[Given information Boundary: Start]
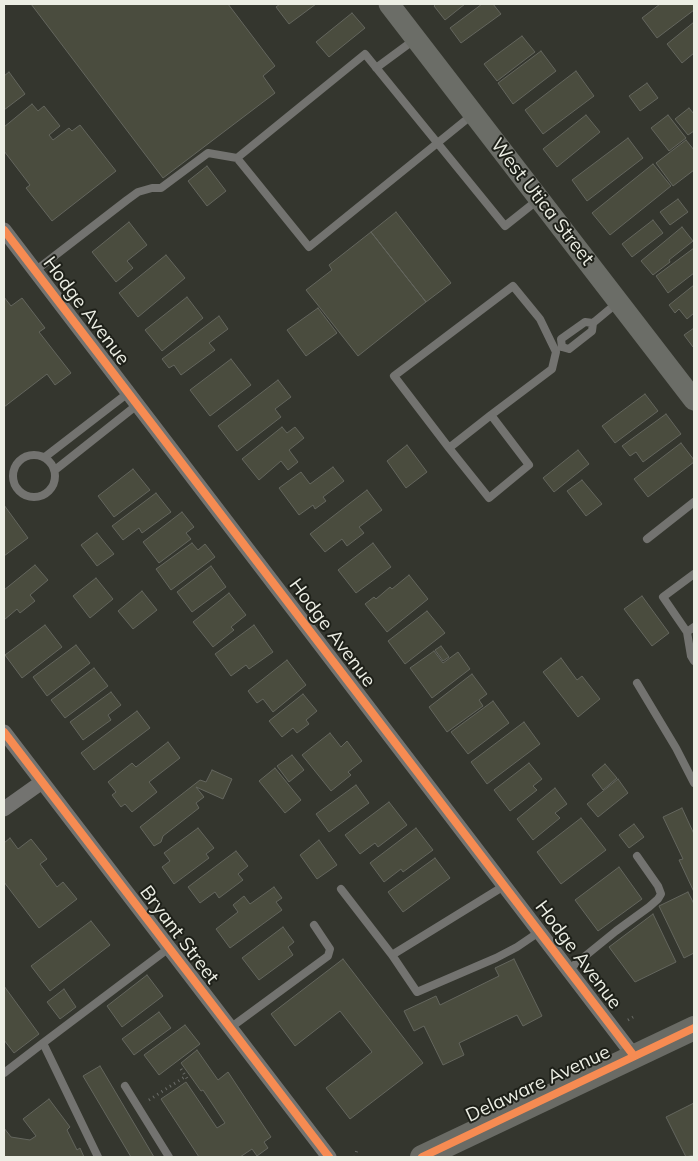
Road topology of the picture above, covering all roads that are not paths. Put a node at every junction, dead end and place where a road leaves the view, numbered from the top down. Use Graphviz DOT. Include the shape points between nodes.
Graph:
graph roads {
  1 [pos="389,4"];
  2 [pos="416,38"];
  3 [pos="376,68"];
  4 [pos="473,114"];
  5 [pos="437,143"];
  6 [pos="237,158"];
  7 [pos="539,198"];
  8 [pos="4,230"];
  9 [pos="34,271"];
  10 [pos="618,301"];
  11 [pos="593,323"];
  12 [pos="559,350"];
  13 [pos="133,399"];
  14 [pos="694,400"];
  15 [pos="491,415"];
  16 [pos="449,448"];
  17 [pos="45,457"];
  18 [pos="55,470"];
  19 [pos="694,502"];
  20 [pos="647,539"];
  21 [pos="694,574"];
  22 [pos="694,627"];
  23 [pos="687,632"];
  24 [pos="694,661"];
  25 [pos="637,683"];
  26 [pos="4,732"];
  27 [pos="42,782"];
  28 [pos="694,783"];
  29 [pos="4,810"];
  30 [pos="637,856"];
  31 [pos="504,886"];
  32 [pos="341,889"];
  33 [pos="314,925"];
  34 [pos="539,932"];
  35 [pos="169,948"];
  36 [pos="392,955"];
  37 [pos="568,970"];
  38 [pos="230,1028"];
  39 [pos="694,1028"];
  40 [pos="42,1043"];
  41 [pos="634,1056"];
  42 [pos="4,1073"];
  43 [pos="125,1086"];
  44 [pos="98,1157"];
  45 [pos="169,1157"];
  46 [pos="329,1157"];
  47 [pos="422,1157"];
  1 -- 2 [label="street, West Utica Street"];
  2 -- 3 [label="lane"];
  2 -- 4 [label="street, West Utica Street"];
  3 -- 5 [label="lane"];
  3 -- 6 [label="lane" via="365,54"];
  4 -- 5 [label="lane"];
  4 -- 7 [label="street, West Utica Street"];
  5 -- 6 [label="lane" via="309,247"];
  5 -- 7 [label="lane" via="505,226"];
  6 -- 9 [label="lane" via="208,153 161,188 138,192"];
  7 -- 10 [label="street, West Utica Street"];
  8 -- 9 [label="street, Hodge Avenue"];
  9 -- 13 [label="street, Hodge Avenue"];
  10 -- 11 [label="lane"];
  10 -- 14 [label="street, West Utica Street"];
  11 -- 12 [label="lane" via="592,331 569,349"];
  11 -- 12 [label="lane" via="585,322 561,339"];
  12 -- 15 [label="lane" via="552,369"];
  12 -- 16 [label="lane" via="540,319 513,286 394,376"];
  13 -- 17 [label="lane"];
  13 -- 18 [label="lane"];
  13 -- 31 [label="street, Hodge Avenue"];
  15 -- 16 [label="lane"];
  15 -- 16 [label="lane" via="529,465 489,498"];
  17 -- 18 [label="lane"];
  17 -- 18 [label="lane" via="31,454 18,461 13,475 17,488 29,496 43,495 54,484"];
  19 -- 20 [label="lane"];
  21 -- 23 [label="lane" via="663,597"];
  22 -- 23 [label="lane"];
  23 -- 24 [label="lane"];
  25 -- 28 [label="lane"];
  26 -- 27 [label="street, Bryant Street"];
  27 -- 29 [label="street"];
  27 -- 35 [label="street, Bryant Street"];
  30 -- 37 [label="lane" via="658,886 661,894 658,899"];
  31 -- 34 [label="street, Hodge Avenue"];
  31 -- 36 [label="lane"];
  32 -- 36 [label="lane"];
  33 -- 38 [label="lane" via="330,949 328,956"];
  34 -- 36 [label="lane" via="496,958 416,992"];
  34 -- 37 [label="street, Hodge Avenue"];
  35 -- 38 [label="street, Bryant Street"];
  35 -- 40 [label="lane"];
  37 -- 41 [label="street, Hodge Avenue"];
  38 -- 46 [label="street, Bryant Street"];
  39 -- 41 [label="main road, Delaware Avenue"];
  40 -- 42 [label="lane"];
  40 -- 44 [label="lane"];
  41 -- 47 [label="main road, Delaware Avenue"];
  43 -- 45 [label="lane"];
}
[Given information Boundary: End]
[Given information Boundary: Start]
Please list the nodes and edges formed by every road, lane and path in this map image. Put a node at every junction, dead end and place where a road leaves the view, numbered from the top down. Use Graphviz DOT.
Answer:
[Given information Boundary: End]
[Given information Boundary: Start]
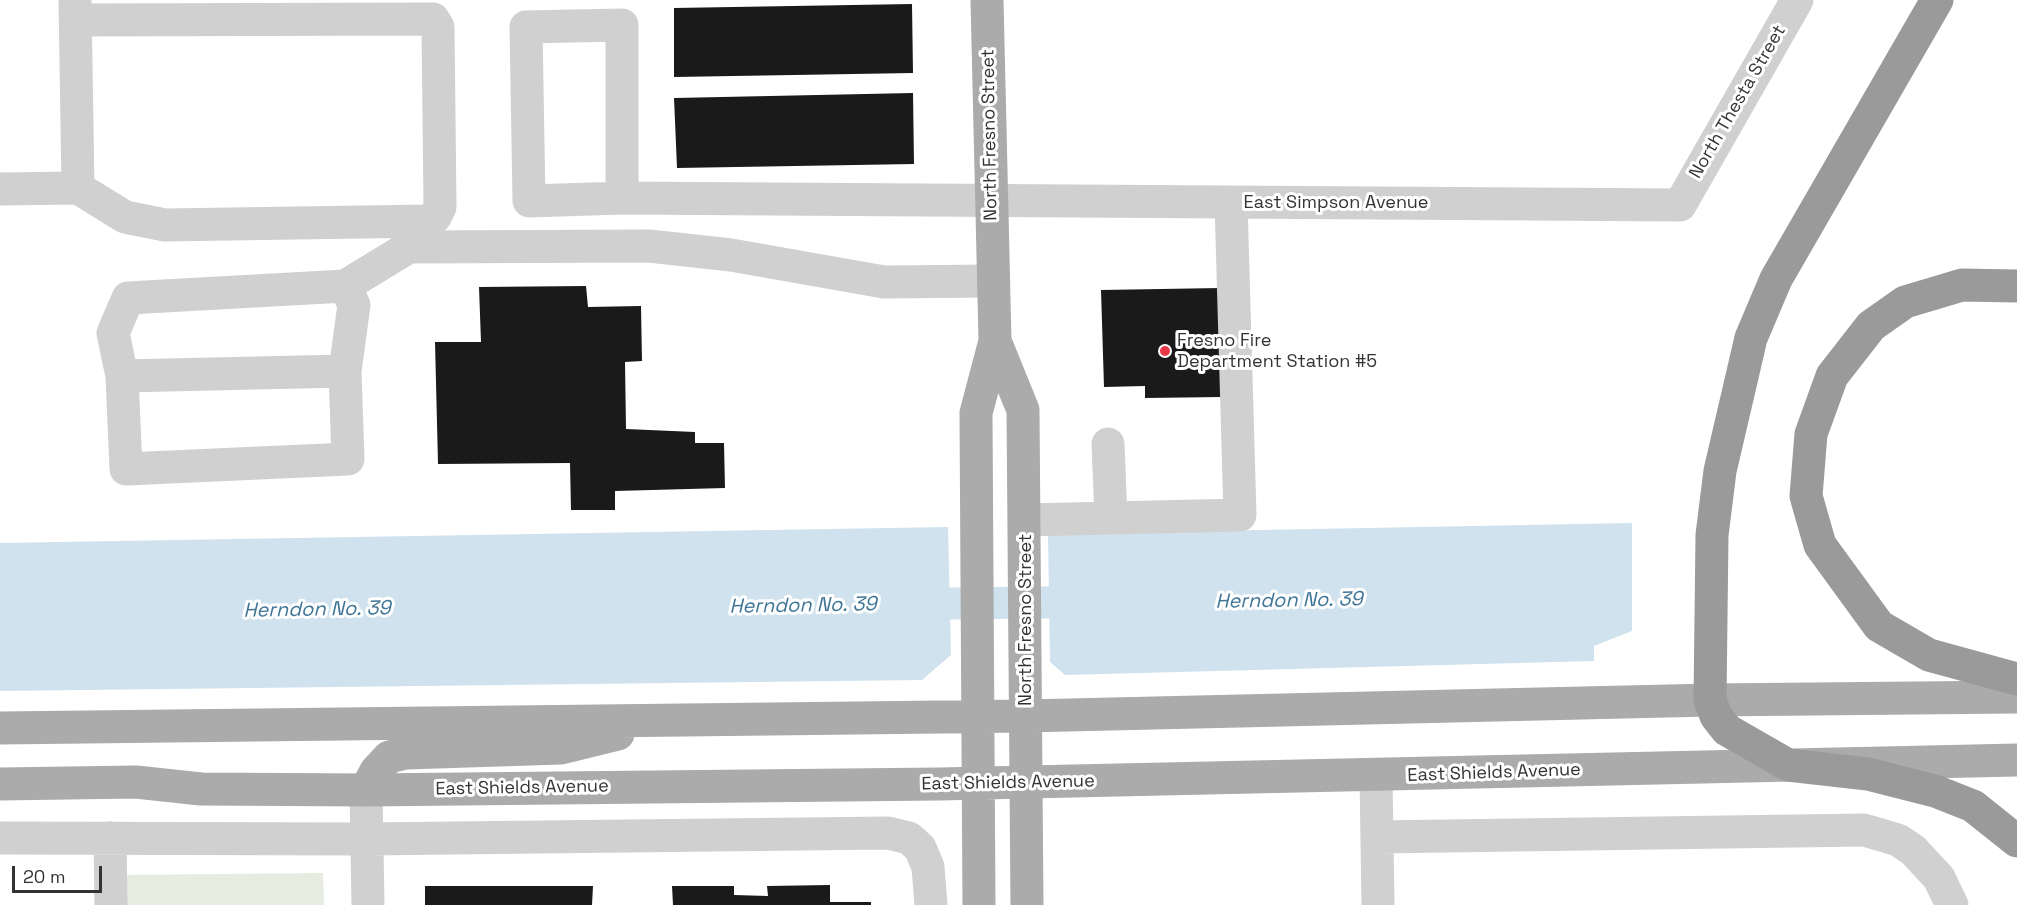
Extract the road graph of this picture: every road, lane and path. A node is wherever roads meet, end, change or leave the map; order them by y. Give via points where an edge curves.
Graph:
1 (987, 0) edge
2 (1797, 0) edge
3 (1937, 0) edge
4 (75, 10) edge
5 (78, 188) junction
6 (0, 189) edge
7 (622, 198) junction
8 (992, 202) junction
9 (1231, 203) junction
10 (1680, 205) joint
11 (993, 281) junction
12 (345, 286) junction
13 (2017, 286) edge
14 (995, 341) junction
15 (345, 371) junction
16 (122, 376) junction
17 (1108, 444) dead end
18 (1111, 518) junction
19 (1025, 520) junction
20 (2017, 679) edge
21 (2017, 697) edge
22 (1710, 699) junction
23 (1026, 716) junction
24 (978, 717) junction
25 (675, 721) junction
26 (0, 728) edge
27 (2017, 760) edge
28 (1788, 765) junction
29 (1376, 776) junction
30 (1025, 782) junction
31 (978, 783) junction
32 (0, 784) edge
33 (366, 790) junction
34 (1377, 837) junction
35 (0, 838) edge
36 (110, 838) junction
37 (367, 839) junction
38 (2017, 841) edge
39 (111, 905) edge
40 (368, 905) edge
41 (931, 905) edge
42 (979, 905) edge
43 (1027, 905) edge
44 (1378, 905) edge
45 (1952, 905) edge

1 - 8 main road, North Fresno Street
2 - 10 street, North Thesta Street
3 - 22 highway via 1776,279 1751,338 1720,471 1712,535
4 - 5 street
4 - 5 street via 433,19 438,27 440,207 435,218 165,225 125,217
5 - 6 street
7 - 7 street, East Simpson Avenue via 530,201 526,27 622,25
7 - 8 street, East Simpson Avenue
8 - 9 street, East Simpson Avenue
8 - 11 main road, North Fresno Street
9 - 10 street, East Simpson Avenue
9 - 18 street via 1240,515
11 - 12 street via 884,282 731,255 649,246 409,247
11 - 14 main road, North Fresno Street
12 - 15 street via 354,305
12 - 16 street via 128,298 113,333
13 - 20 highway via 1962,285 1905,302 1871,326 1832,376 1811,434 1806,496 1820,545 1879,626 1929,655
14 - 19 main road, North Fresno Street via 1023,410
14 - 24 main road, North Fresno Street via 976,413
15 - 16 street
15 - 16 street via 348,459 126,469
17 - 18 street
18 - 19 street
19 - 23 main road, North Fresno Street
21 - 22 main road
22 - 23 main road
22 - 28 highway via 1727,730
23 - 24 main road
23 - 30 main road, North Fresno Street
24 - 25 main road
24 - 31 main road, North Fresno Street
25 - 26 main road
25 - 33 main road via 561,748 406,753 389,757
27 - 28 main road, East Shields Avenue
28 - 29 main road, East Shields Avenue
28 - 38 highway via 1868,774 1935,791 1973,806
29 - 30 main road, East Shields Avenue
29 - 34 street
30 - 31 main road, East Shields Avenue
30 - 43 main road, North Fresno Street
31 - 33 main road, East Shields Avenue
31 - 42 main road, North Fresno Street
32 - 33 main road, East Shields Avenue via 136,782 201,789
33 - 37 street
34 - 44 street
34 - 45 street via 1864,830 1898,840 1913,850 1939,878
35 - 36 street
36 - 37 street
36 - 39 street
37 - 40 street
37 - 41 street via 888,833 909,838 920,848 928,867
[Given information Boundary: End]
**The task**
Filter the data above by the word "points" and copy every line that matches.

**Result for this task**
Road topology of the picture above, covering all roads that are not paths. Put a node at every junction, dead end and place where a road leaves the view, numbered from the top down. Use Graphviz DOT. Include the shape points between nodes.
Extract the road graph of this picture: every road, lane and path. A node is wherever roads meet, end, change or leave the map; order them by y. Give via points where an edge curves.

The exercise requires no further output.